For Koivusalo, being an asset allocator in today’s markets means that despite his positive long-term outlook for equities, his cautious side is leading the decision-making process.
‘Our type of long-term pension investor should aim for real returns but these are currently hard to come by. The big structural debt problems in the US and Europe move markets with every central bank decision.
‘As a long-term investor it’s tough to make any far-reaching predictions.
‘Because of global economic problems our equity exposure has been lower than normal for our type of long-term pension investor over the last couple of years.
‘In the long run we still believe equity investing will offer returns compared to low interest rate levels.’
One issue on everyone’s mind, says Koivusalo, is the US fiscal cliff. A resolution would be one of the most positive things that could happen to the market in the short-term, he says.
‘If politicians would agree on how to deal with the fiscal cliff it would boost the whole market and that would change a lot of things in a short period of time.’

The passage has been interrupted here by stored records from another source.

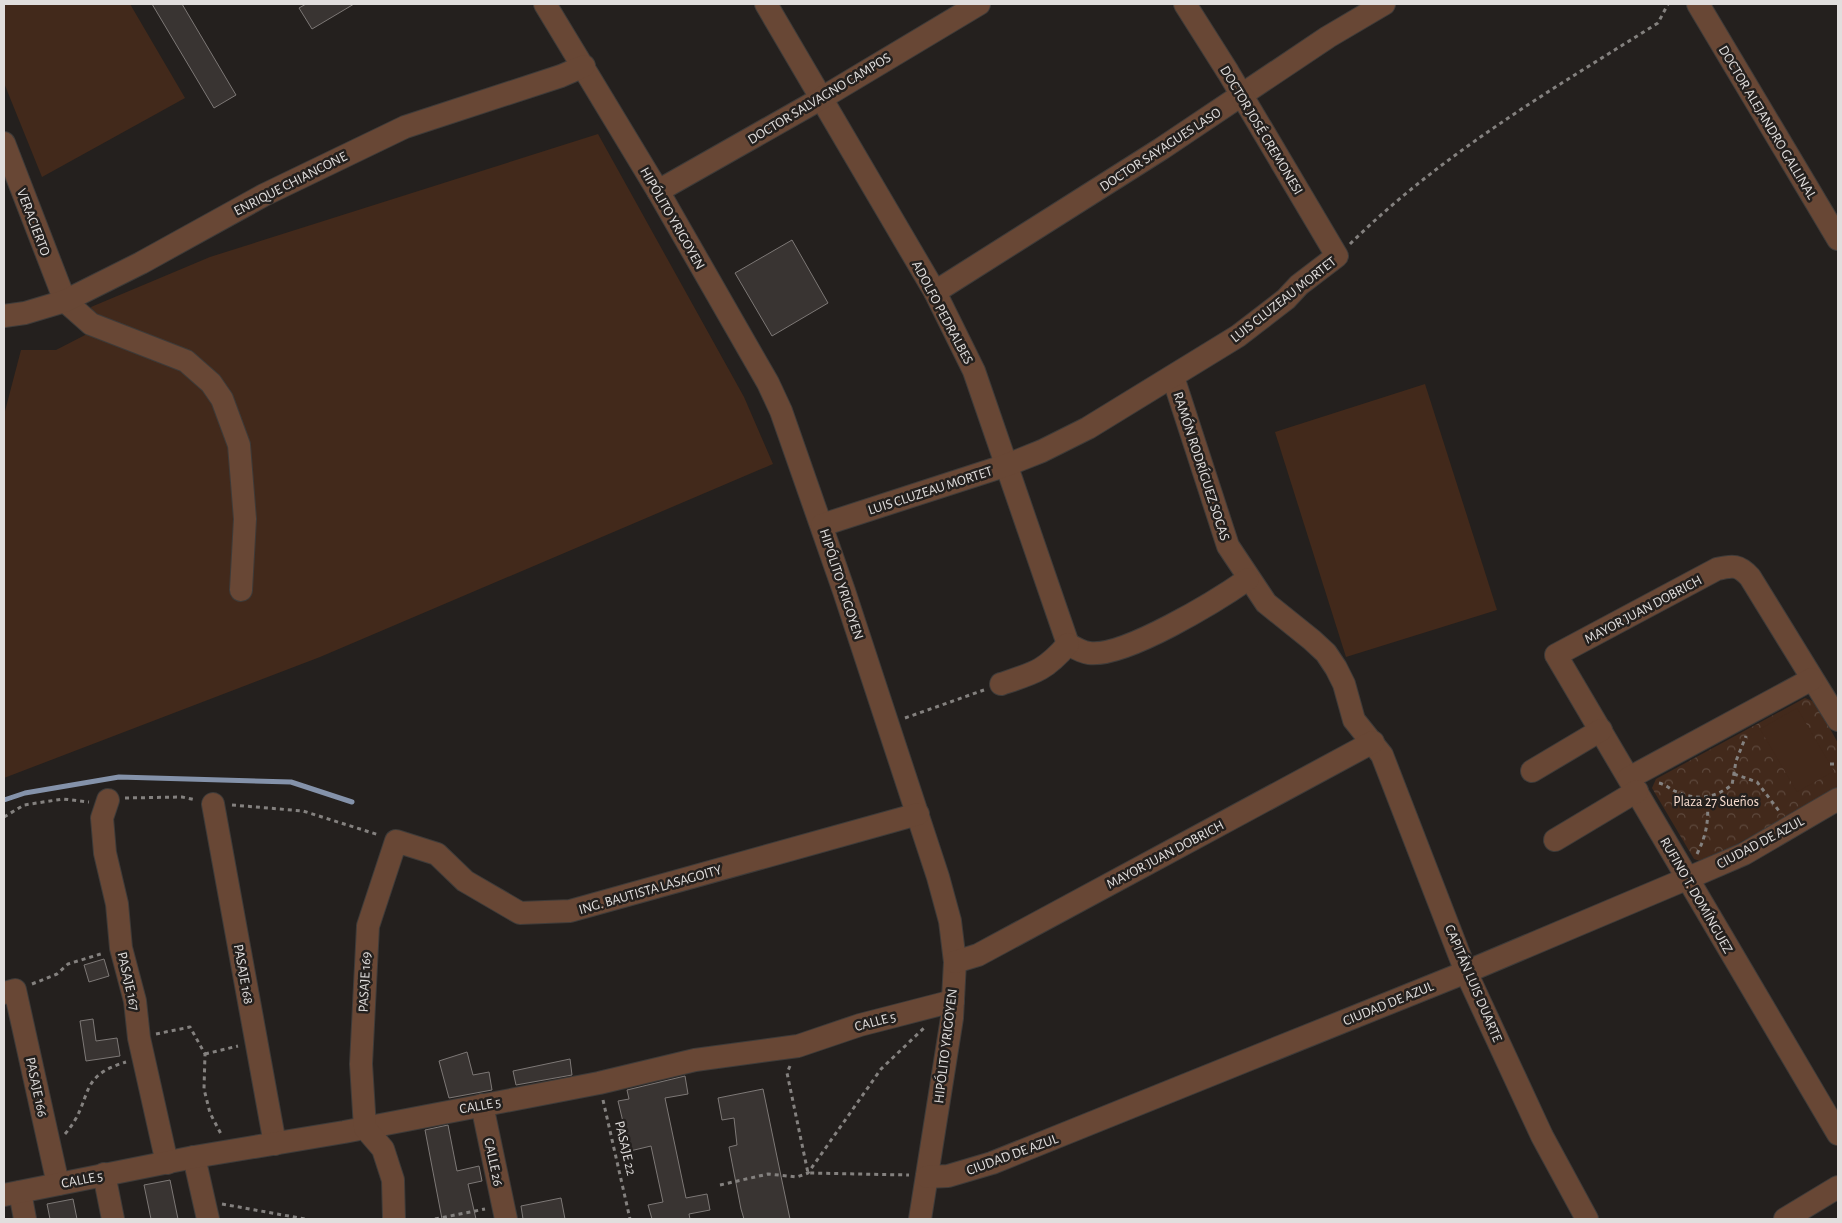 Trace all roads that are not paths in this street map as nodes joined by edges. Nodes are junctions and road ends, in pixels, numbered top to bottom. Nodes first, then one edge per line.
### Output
1 (545, 4) edge
2 (766, 4) edge
3 (979, 4) edge
4 (1184, 4) edge
5 (1384, 4) edge
6 (1698, 4) edge
7 (584, 66) junction
8 (1241, 95) junction
9 (822, 98) junction
10 (4, 143) edge
11 (658, 191) junction
12 (1838, 240) edge
13 (1337, 256) joint
14 (935, 292) junction
15 (65, 301) junction
16 (4, 316) edge
17 (1173, 377) junction
18 (1007, 465) junction
19 (822, 525) junction
20 (1248, 578) junction
21 (241, 590) dead end
22 (1068, 644) junction
23 (1556, 655) joint
24 (1812, 679) junction
25 (1001, 684) road end
26 (1838, 720) edge
27 (1601, 730) junction
28 (1373, 742) junction
29 (1532, 771) dead end
30 (1633, 785) junction
31 (1838, 799) edge
32 (108, 800) dead end
33 (213, 804) dead end
34 (918, 814) junction
35 (1554, 840) dead end
36 (396, 841) joint
37 (1686, 879) junction
38 (954, 962) junction
39 (1466, 972) junction
40 (10, 991) edge
41 (944, 1003) junction
42 (482, 1105) junction
43 (365, 1128) junction
44 (1838, 1134) edge
45 (275, 1144) junction
46 (194, 1157) junction
47 (167, 1162) junction
48 (104, 1174) junction
49 (927, 1177) junction
50 (58, 1184) junction
51 (1838, 1188) edge
52 (12, 1193) edge
53 (206, 1210) edge
54 (504, 1212) edge
55 (25, 1219) edge
56 (113, 1219) edge
57 (394, 1219) edge
58 (920, 1219) edge
59 (1587, 1219) edge
60 (1785, 1219) edge

1 - 7 street, HIPÓLITO YRIGOYEN
2 - 9 street, ADOLFO PEDRALBES
3 - 9 street, DOCTOR SALVAGNO CAMPOS
4 - 8 street, DOCTOR JOSÉ CREMONESI
5 - 8 street, DOCTOR SAYAGUES LASO
6 - 12 street, DOCTOR ALEJANDRO GALLINAL
7 - 11 street, HIPÓLITO YRIGOYEN
7 - 15 street, ENRIQUE CHIANCONE
8 - 13 street, DOCTOR JOSÉ CREMONESI
8 - 14 street, DOCTOR SAYAGUES LASO
9 - 11 street, DOCTOR SALVAGNO CAMPOS
9 - 14 street, ADOLFO PEDRALBES
10 - 15 street, VERACIERTO
11 - 19 street, HIPÓLITO YRIGOYEN
13 - 17 street, LUIS CLUZEAU MORTET
14 - 18 street, ADOLFO PEDRALBES
15 - 16 street, ENRIQUE CHIANCONE
15 - 21 street
17 - 18 street, LUIS CLUZEAU MORTET
17 - 20 street, RAMÓN RODRÍGUEZ SOCAS
18 - 19 street, LUIS CLUZEAU MORTET
18 - 22 street, ADOLFO PEDRALBES
19 - 34 street, HIPÓLITO YRIGOYEN
20 - 22 street
20 - 28 street, RAMÓN RODRÍGUEZ SOCAS
22 - 25 street
23 - 24 street, MAYOR JUAN DOBRICH
23 - 27 street, RUFINO T. DOMÍNGUEZ
24 - 26 street
24 - 30 street
27 - 29 street
27 - 30 street, RUFINO T. DOMÍNGUEZ
28 - 38 street, MAYOR JUAN DOBRICH
28 - 39 street, CAPITÁN LUIS DUARTE
30 - 35 street
30 - 37 street, RUFINO T. DOMÍNGUEZ
31 - 37 street, CIUDAD DE AZUL
32 - 47 street, PASAJE 167
33 - 45 street, PASAJE 168
34 - 36 street, ING. BAUTISTA LASAGOITY
34 - 38 street, HIPÓLITO YRIGOYEN
36 - 43 street, PASAJE 169
37 - 39 street, CIUDAD DE AZUL
37 - 44 street, RUFINO T. DOMÍNGUEZ
38 - 41 street, HIPÓLITO YRIGOYEN
39 - 49 street, CIUDAD DE AZUL
39 - 59 street, CAPITÁN LUIS DUARTE
40 - 50 street, PASAJE 166
41 - 42 street, CALLE 5
41 - 49 street, HIPÓLITO YRIGOYEN
42 - 43 street, CALLE 5
42 - 54 street, CALLE 26
43 - 45 street, CALLE 5
43 - 57 street
45 - 46 street, CALLE 5
46 - 47 street, CALLE 5
46 - 53 street
47 - 48 street, CALLE 5
48 - 50 street, CALLE 5
48 - 56 street
49 - 58 street, HIPÓLITO YRIGOYEN
50 - 52 street, CALLE 5
51 - 60 street
52 - 55 street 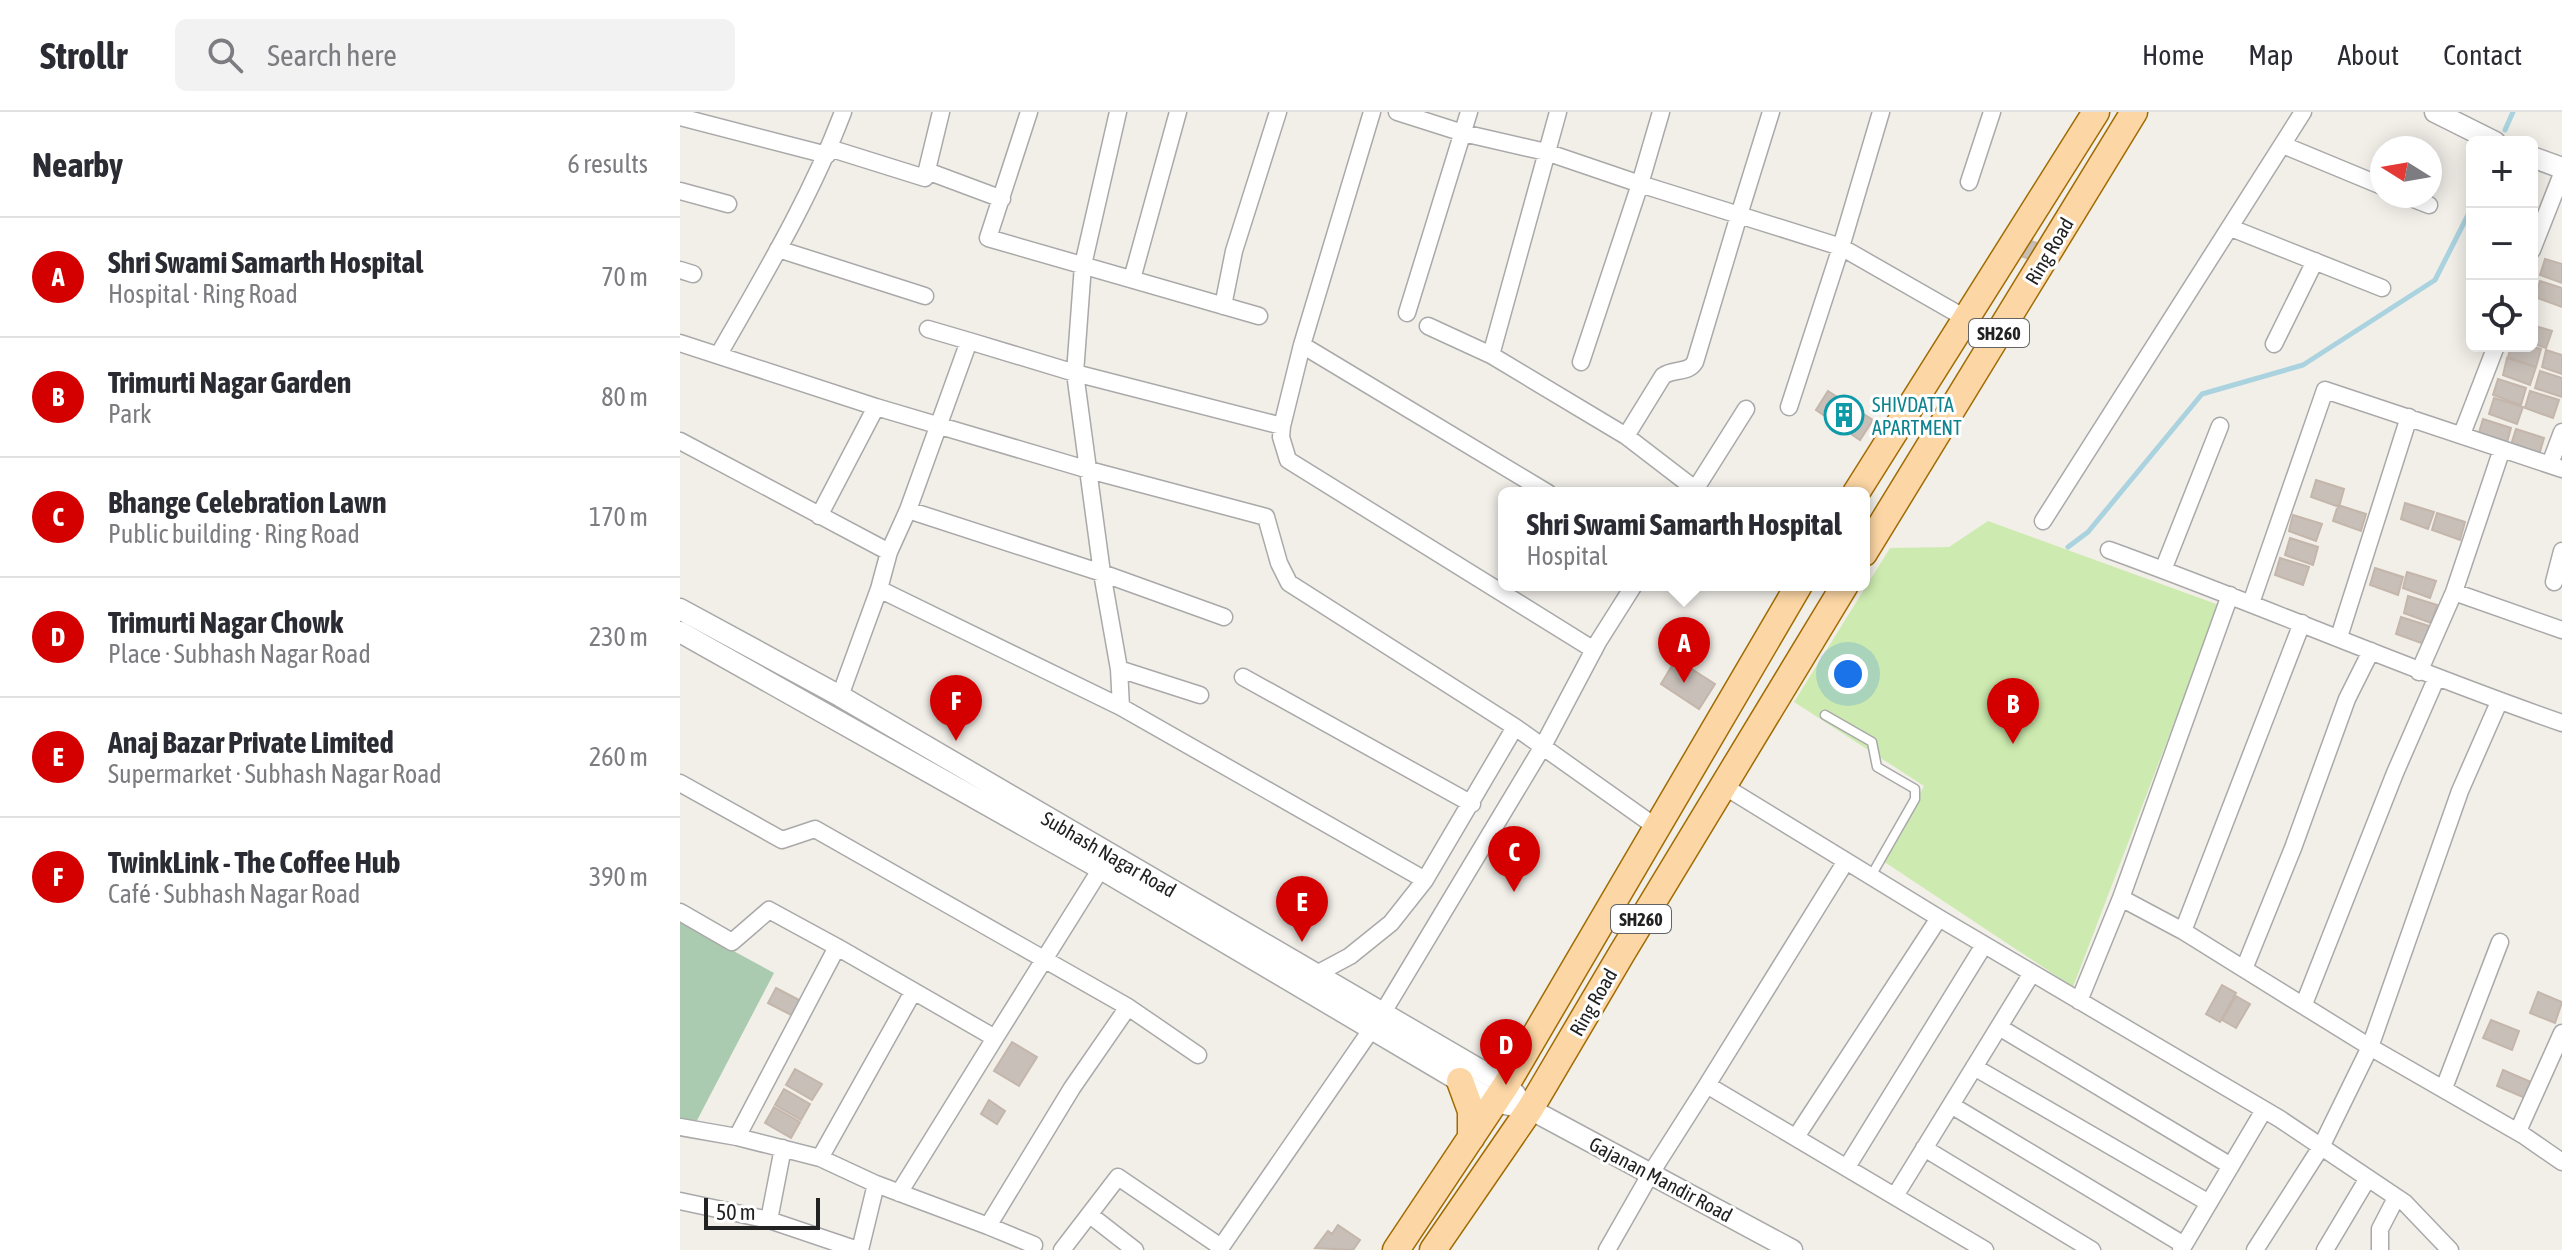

Inside track on Scandinavia
‘One key advantage about Scandinavia is the fact that its banking sector is in very good shape. Finland had a very deep banking crisis in the early 1990s and we learned our lessons,’ says Koivusalo. ‘But also in Scandinavia banks were concentrating on very basic issues. They did not have any of those complex government bond portfolio problems. ‘However, our countries are very export driven and demand is going down so that has implications for the region.
‘The home market is small, the companies are strong and the banking sector is very healthy but the export market plays a much bigger part in the economy compared with some other European countries. So there are challenges ahead,’ he says.